### RECORDS FOR THE TASK:
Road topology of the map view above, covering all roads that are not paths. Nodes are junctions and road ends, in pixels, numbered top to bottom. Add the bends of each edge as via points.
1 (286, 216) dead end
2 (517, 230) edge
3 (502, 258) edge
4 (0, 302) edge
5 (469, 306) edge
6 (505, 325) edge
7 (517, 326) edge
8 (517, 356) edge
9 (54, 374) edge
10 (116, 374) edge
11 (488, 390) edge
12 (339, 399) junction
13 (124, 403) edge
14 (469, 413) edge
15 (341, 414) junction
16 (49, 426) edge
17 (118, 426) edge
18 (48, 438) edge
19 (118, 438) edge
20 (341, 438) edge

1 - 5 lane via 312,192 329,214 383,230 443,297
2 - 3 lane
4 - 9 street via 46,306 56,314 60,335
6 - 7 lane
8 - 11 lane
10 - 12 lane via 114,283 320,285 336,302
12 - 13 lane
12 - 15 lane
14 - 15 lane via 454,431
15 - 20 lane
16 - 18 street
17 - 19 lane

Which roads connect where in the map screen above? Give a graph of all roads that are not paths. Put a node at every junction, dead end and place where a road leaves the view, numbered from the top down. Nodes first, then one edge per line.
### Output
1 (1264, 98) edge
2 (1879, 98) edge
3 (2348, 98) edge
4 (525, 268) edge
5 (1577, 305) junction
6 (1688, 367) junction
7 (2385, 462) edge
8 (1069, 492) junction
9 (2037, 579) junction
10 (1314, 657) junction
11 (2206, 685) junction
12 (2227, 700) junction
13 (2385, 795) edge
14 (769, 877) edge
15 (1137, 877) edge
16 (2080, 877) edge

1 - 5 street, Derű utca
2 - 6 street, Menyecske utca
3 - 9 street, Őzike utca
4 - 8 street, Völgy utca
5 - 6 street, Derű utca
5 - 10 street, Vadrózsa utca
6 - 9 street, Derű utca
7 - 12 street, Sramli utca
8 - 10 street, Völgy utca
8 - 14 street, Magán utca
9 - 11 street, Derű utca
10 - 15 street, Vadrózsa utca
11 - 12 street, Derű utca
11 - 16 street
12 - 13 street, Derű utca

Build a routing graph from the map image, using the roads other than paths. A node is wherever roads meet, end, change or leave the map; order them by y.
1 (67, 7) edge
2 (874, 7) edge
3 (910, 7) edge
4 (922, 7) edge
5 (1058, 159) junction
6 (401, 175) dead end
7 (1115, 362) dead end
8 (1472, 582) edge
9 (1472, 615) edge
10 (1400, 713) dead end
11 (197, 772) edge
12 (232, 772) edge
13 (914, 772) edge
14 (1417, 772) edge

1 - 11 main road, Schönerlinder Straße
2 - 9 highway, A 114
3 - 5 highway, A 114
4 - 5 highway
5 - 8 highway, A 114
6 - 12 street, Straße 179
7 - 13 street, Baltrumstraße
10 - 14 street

### TASK DETAILS:
Copy the entries exactly as they appear.

### WRITTEN SOLUTION:
Road topology of the map view above, covering all roads that are not paths. Nodes are junctions and road ends, in pixels, numbered top to bottom. Add the bends of each edge as via points.
1 (286, 216) dead end
2 (517, 230) edge
3 (502, 258) edge
4 (0, 302) edge
5 (469, 306) edge
6 (505, 325) edge
7 (517, 326) edge
8 (517, 356) edge
9 (54, 374) edge
10 (116, 374) edge
11 (488, 390) edge
12 (339, 399) junction
13 (124, 403) edge
14 (469, 413) edge
15 (341, 414) junction
16 (49, 426) edge
17 (118, 426) edge
18 (48, 438) edge
19 (118, 438) edge
20 (341, 438) edge

1 - 5 lane via 312,192 329,214 383,230 443,297
2 - 3 lane
4 - 9 street via 46,306 56,314 60,335
6 - 7 lane
8 - 11 lane
10 - 12 lane via 114,283 320,285 336,302
12 - 13 lane
12 - 15 lane
14 - 15 lane via 454,431
15 - 20 lane
16 - 18 street
17 - 19 lane

Which roads connect where in the map screen above? Give a graph of all roads that are not paths. Put a node at every junction, dead end and place where a road leaves the view, numbered from the top down. Nodes first, then one edge per line.
### Output
1 (1264, 98) edge
2 (1879, 98) edge
3 (2348, 98) edge
4 (525, 268) edge
5 (1577, 305) junction
6 (1688, 367) junction
7 (2385, 462) edge
8 (1069, 492) junction
9 (2037, 579) junction
10 (1314, 657) junction
11 (2206, 685) junction
12 (2227, 700) junction
13 (2385, 795) edge
14 (769, 877) edge
15 (1137, 877) edge
16 (2080, 877) edge

1 - 5 street, Derű utca
2 - 6 street, Menyecske utca
3 - 9 street, Őzike utca
4 - 8 street, Völgy utca
5 - 6 street, Derű utca
5 - 10 street, Vadrózsa utca
6 - 9 street, Derű utca
7 - 12 street, Sramli utca
8 - 10 street, Völgy utca
8 - 14 street, Magán utca
9 - 11 street, Derű utca
10 - 15 street, Vadrózsa utca
11 - 12 street, Derű utca
11 - 16 street
12 - 13 street, Derű utca

Build a routing graph from the map image, using the roads other than paths. A node is wherever roads meet, end, change or leave the map; order them by y.
1 (67, 7) edge
2 (874, 7) edge
3 (910, 7) edge
4 (922, 7) edge
5 (1058, 159) junction
6 (401, 175) dead end
7 (1115, 362) dead end
8 (1472, 582) edge
9 (1472, 615) edge
10 (1400, 713) dead end
11 (197, 772) edge
12 (232, 772) edge
13 (914, 772) edge
14 (1417, 772) edge

1 - 11 main road, Schönerlinder Straße
2 - 9 highway, A 114
3 - 5 highway, A 114
4 - 5 highway
5 - 8 highway, A 114
6 - 12 street, Straße 179
7 - 13 street, Baltrumstraße
10 - 14 street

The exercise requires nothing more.